- Born: 19 December 1900 Mikhaylovka village, Bobrovsky Uyezd, Voronezh Governorate, Russian Empire
- Died: 9 November 1984 (aged 83) Moscow, Soviet Union
- Allegiance: Russian SFSR; Soviet Union;
- Branch: Red Army (later Soviet Army)
- Service years: 1919–1959
- Rank: Lieutenant general
- Commands: 153rd Rifle Division; 348th Rifle Division; 120th Guards Rifle Division; 35th Rifle Corps; 17th Rifle Corps; 45th Rifle Corps; 79th Rifle Corps;
- Conflicts: Russian Civil War; World War II;
- Awards: Order of Lenin (2)

= Nikolay Aleksandrovich Nikitin =

Soviet Army lieutenant general

Nikolay Aleksandrovich Nikitin (Николай Александрович Никитин; 19 December 1900 – 9 November 1984) was a Soviet Army lieutenant general who held corps and division command during World War II.

An ordinary soldier of the Russian Civil War, Nikitin became an officer and served in Central Asia and Ukraine during the interwar period.
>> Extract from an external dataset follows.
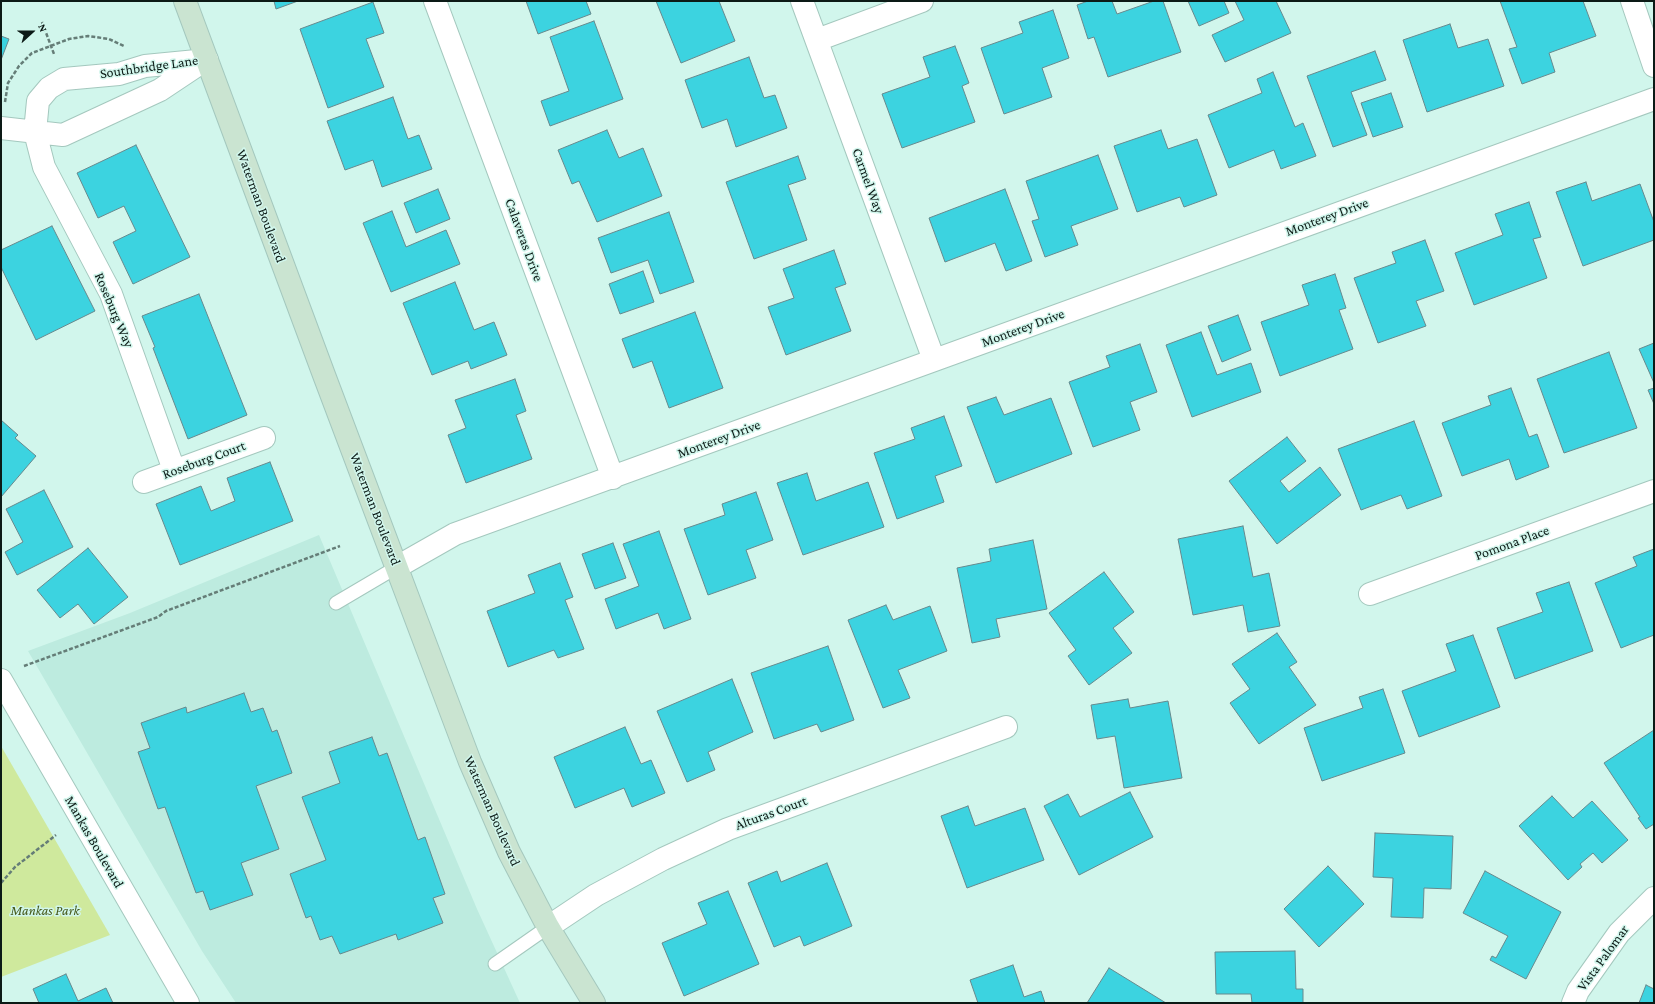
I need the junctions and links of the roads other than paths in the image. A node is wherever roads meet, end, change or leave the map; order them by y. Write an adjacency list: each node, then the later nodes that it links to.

A corps chief of staff when Operation Barbarossa began, Nikitin escaped encirclement and rose to command the 153rd Rifle Division during the Battle of Stalingrad. After serving as a corps chief of staff through 1943 and early 1944, he commanded the 348th Rifle Division in Operation Bagration. After commanding the 120th Guards Rifle Division in late 1944, Nikitin led the 35th Rifle Corps in the Soviet advances of 1945. After the war ended in Europe he was sent to command the 17th Rifle Corps in the Soviet invasion of Manchuria. Postwar, Nikitin commanded several corps and held high-level staff positions before his retirement in the late 1950s.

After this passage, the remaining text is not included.